What the task asks:
Exactly as written, set down each line of the data below except its pictures.

Record set:
=== Section Start ===

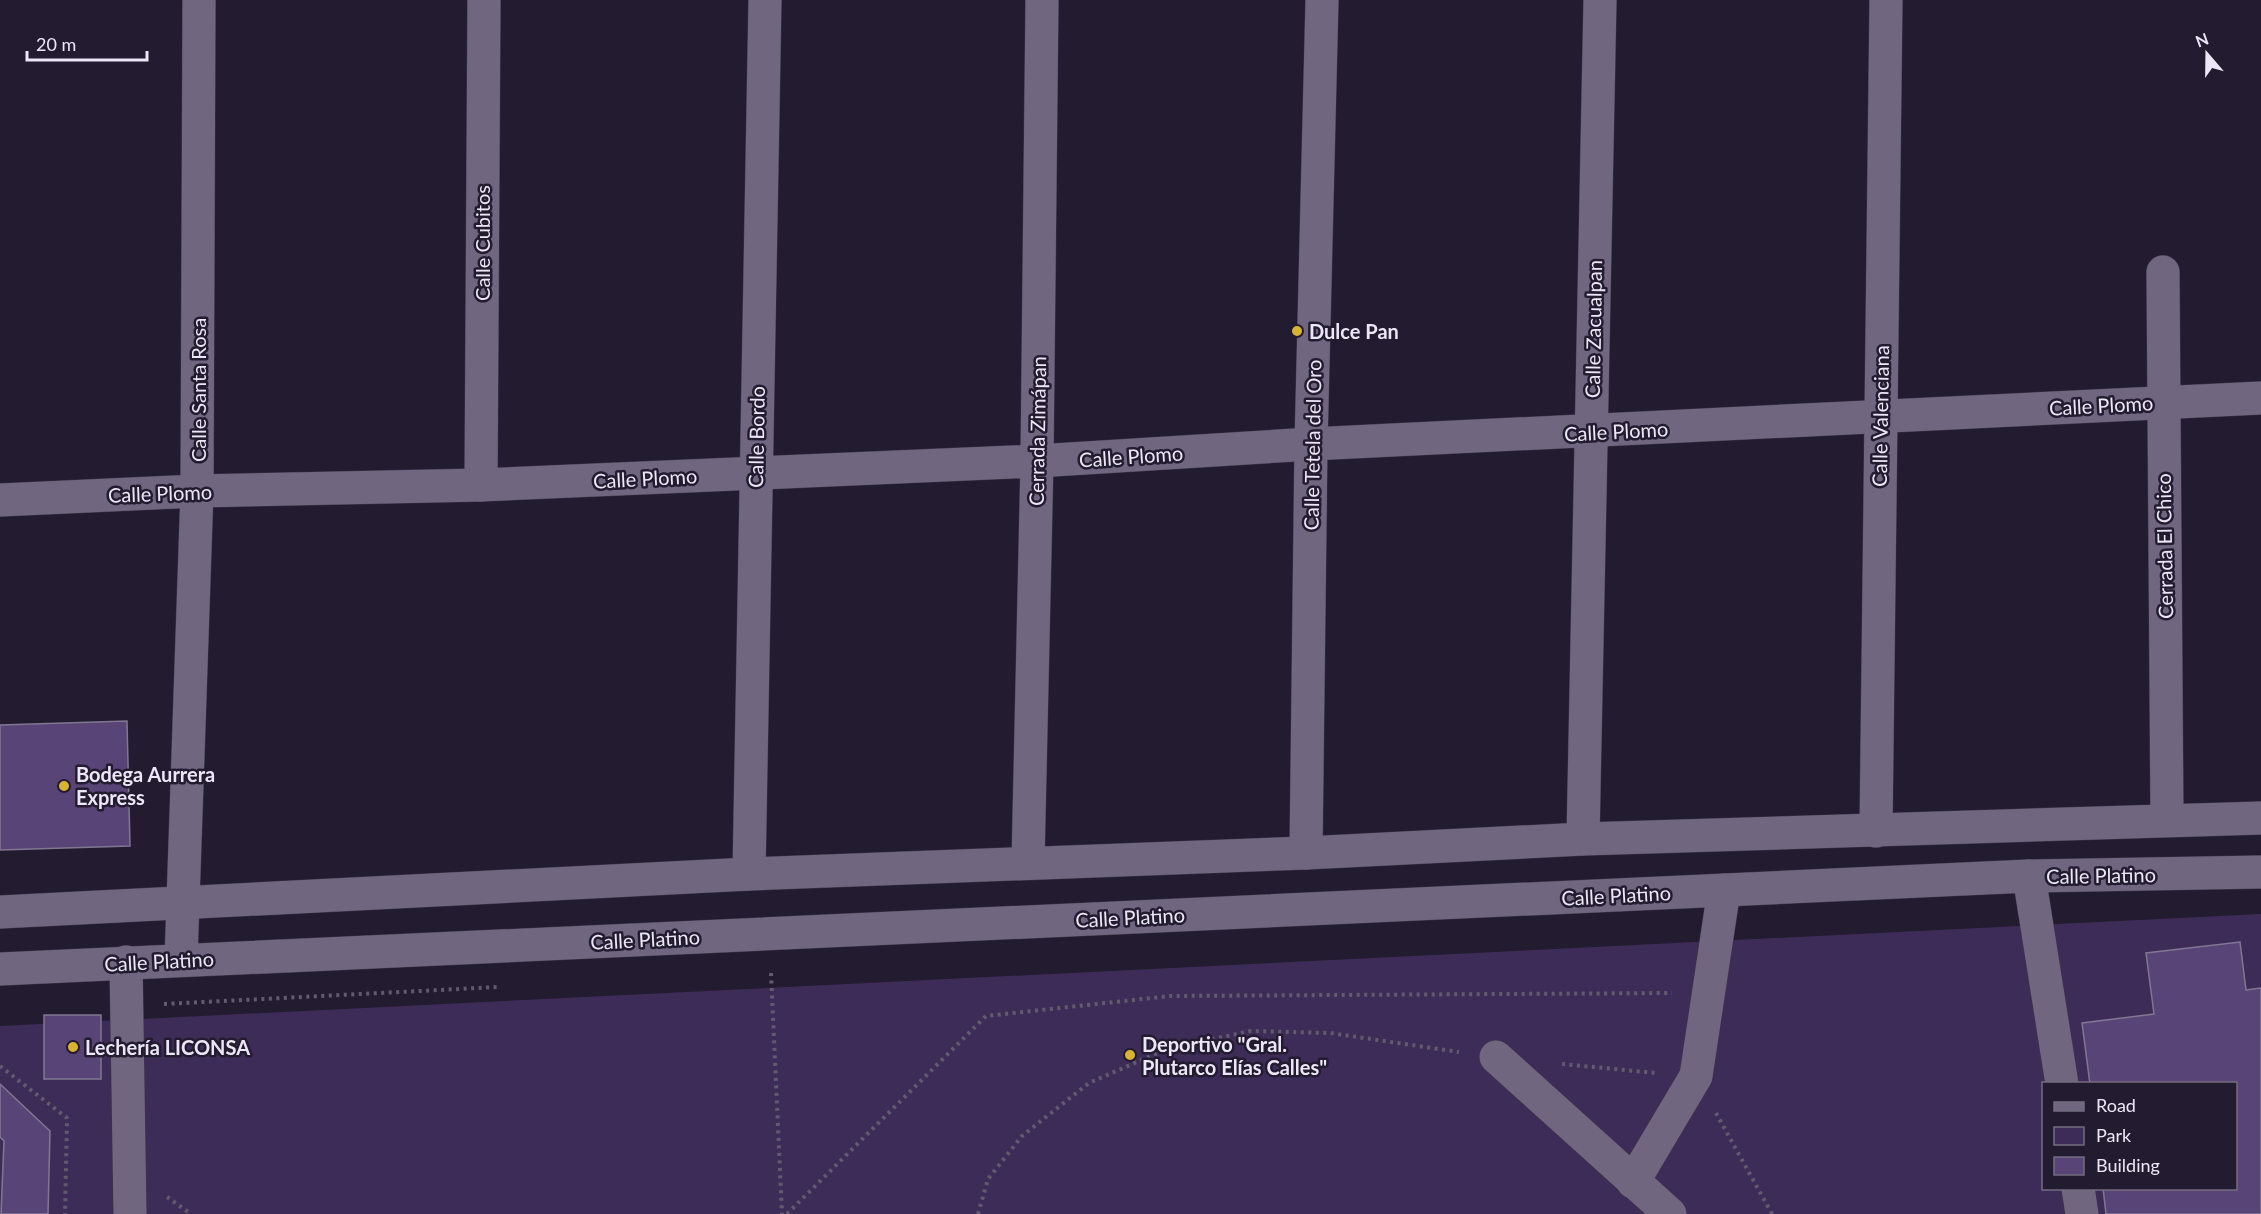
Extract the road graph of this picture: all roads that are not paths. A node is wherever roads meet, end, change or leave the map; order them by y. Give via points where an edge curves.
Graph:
1 (199, 0) edge
2 (484, 0) edge
3 (765, 0) edge
4 (1042, 0) edge
5 (1322, 0) edge
6 (1600, 0) edge
7 (1886, 0) edge
8 (2163, 272) dead end
9 (2261, 398) edge
10 (2162, 402) junction
11 (1880, 416) junction
12 (1591, 432) junction
13 (1311, 444) junction
14 (1037, 461) junction
15 (756, 473) junction
16 (481, 485) junction
17 (198, 490) junction
18 (0, 500) edge
19 (2261, 818) edge
20 (2167, 820) junction
21 (1876, 831) junction
22 (1583, 839) junction
23 (1306, 854) junction
24 (1028, 863) junction
25 (2261, 872) edge
26 (749, 874) junction
27 (2029, 876) junction
28 (1724, 890) junction
29 (182, 904) junction
30 (0, 912) edge
31 (181, 960) junction
32 (126, 962) junction
33 (0, 969) edge
34 (1496, 1057) road end
35 (2062, 1082) edge
36 (1633, 1182) junction
37 (2078, 1190) edge
38 (130, 1214) edge
39 (1670, 1214) edge
40 (2082, 1214) edge

1 - 17 street, Calle Santa Rosa
2 - 16 street, Calle Cubitos
3 - 15 street, Calle Bordo
4 - 14 street, Cerrada Zimápan
5 - 13 street, Calle Tetela del Oro
6 - 12 street, Calle Zacualpan
7 - 11 street, Calle Valenciana
8 - 10 street, Cerrada El Chico
9 - 10 street, Calle Plomo
10 - 11 street, Calle Plomo
10 - 20 street, Cerrada El Chico
11 - 12 street, Calle Plomo
11 - 21 street, Calle Valenciana
12 - 13 street, Calle Plomo
12 - 22 street, Calle Zacualpan
13 - 14 street, Calle Plomo
13 - 23 street, Calle Tetela del Oro
14 - 15 street, Calle Plomo
14 - 24 street, Cerrada Zimápan
15 - 16 street, Calle Plomo
15 - 26 street, Calle Bordo
16 - 17 street, Calle Plomo
17 - 18 street, Calle Plomo
17 - 29 street, Calle Santa Rosa
19 - 20 street
20 - 21 street
21 - 22 street
22 - 23 street
23 - 24 street
24 - 26 street
25 - 27 street, Calle Platino
26 - 29 street
27 - 28 street, Calle Platino
27 - 35 street
28 - 31 street, Calle Platino
28 - 36 street via 1696,1076
29 - 30 street
29 - 31 street, Calle Santa Rosa
31 - 32 street, Calle Platino
32 - 33 street, Calle Platino
32 - 38 street
34 - 36 street
36 - 39 street
37 - 40 street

=== Section End ===

Written solution:
Extract the road graph of this picture: all roads that are not paths. A node is wherever roads meet, end, change or leave the map; order them by y. Give via points where an edge curves.
Graph:
1 (199, 0) edge
2 (484, 0) edge
3 (765, 0) edge
4 (1042, 0) edge
5 (1322, 0) edge
6 (1600, 0) edge
7 (1886, 0) edge
8 (2163, 272) dead end
9 (2261, 398) edge
10 (2162, 402) junction
11 (1880, 416) junction
12 (1591, 432) junction
13 (1311, 444) junction
14 (1037, 461) junction
15 (756, 473) junction
16 (481, 485) junction
17 (198, 490) junction
18 (0, 500) edge
19 (2261, 818) edge
20 (2167, 820) junction
21 (1876, 831) junction
22 (1583, 839) junction
23 (1306, 854) junction
24 (1028, 863) junction
25 (2261, 872) edge
26 (749, 874) junction
27 (2029, 876) junction
28 (1724, 890) junction
29 (182, 904) junction
30 (0, 912) edge
31 (181, 960) junction
32 (126, 962) junction
33 (0, 969) edge
34 (1496, 1057) road end
35 (2062, 1082) edge
36 (1633, 1182) junction
37 (2078, 1190) edge
38 (130, 1214) edge
39 (1670, 1214) edge
40 (2082, 1214) edge

1 - 17 street, Calle Santa Rosa
2 - 16 street, Calle Cubitos
3 - 15 street, Calle Bordo
4 - 14 street, Cerrada Zimápan
5 - 13 street, Calle Tetela del Oro
6 - 12 street, Calle Zacualpan
7 - 11 street, Calle Valenciana
8 - 10 street, Cerrada El Chico
9 - 10 street, Calle Plomo
10 - 11 street, Calle Plomo
10 - 20 street, Cerrada El Chico
11 - 12 street, Calle Plomo
11 - 21 street, Calle Valenciana
12 - 13 street, Calle Plomo
12 - 22 street, Calle Zacualpan
13 - 14 street, Calle Plomo
13 - 23 street, Calle Tetela del Oro
14 - 15 street, Calle Plomo
14 - 24 street, Cerrada Zimápan
15 - 16 street, Calle Plomo
15 - 26 street, Calle Bordo
16 - 17 street, Calle Plomo
17 - 18 street, Calle Plomo
17 - 29 street, Calle Santa Rosa
19 - 20 street
20 - 21 street
21 - 22 street
22 - 23 street
23 - 24 street
24 - 26 street
25 - 27 street, Calle Platino
26 - 29 street
27 - 28 street, Calle Platino
27 - 35 street
28 - 31 street, Calle Platino
28 - 36 street via 1696,1076
29 - 30 street
29 - 31 street, Calle Santa Rosa
31 - 32 street, Calle Platino
32 - 33 street, Calle Platino
32 - 38 street
34 - 36 street
36 - 39 street
37 - 40 street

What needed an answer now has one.